State Road 30A (SR 30A) is a Florida Department of Transportation designation shared by four alternate routings of SR 30 in the Florida panhandle. Two segments have SR 30A signage; the other two do not as they are segments of U.S. Route 98 (US 98). Three of the four SR 30A segments are next to the shore of the Gulf of Mexico for most (if not all) of their length.

==CR 30A: Point Washington State Forest segment==
Just west of Santa Rosa Beach, near East Hewett Road, CR 30A branches off Reddick Road (US 98/SR 30) and heads southeastward toward the shore of the Gulf of Mexico.
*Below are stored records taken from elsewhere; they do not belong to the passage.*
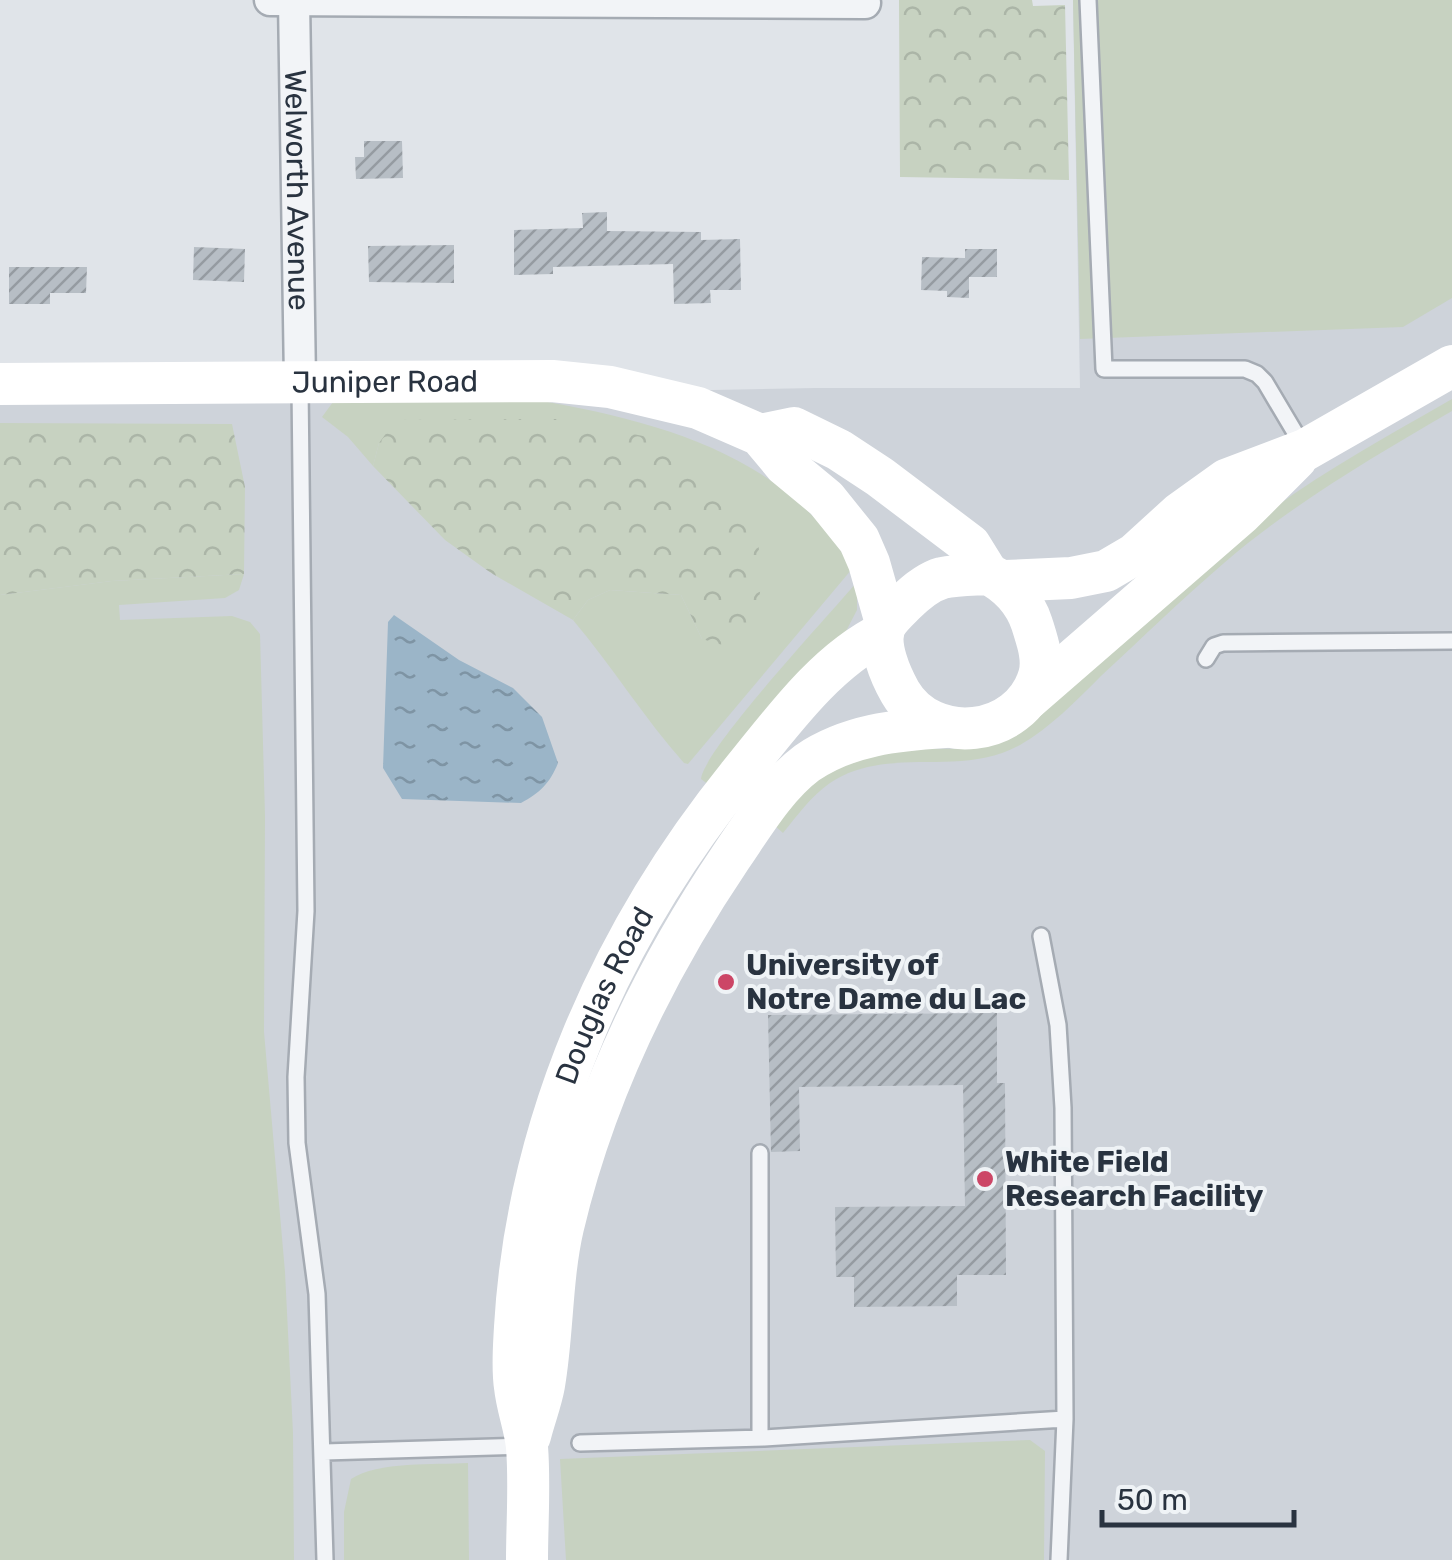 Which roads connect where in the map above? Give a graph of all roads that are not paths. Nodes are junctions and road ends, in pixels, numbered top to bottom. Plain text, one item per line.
1 (270, 0) edge
2 (294, 0) edge
3 (1088, 0) edge
4 (864, 3) dead end
5 (1452, 366) edge
6 (300, 381) junction
7 (0, 384) edge
8 (760, 435) junction
9 (1305, 450) junction
10 (996, 578) junction
11 (885, 628) junction
12 (1452, 642) edge
13 (1206, 659) dead end
14 (1028, 699) junction
15 (944, 727) junction
16 (1041, 936) dead end
17 (760, 1153) dead end
18 (1064, 1419) junction
19 (760, 1438) junction
20 (580, 1443) dead end
21 (527, 1446) junction
22 (324, 1452) junction
23 (325, 1560) edge
24 (527, 1560) edge
25 (1059, 1560) edge

1 - 2 street
2 - 4 street
2 - 6 street, Welworth Avenue
3 - 9 lane
5 - 9 street
6 - 7 street, Juniper Road
6 - 8 street, Juniper Road
6 - 22 lane
8 - 10 street, Juniper Road
8 - 11 street, Juniper Road
9 - 10 street
9 - 14 street
10 - 11 street
10 - 14 street
11 - 15 street
11 - 21 street, Douglas Road
12 - 13 lane
14 - 15 street
15 - 21 street, Douglas Road
16 - 18 lane
17 - 19 lane
18 - 19 lane
18 - 25 lane
19 - 20 lane
21 - 22 lane
21 - 24 street, Douglas Road
22 - 23 lane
While US 98/SR 30 continues through the heart of Point Washington State Forest, CR 30A follows the shoreline, passing through Grayton Beach and Seaside, before rejoining SR 30 near Inlet Beach.

While US 98/SR 30 spans the length of Point Washington State Forest, CR 30A doesn't avoid it completely: the westernmost mile (1.6 km) forms the boundary between the state forest and Topsail Hill Preserve State Park. Continuing along the Gulf of Mexico, CR 30A cuts through approximately three miles (4.8 km) of state forest between Blue Mountain Beach and Seaside and another 3 mi of Deer Lake State Park to the southeast of Seagrove Beach.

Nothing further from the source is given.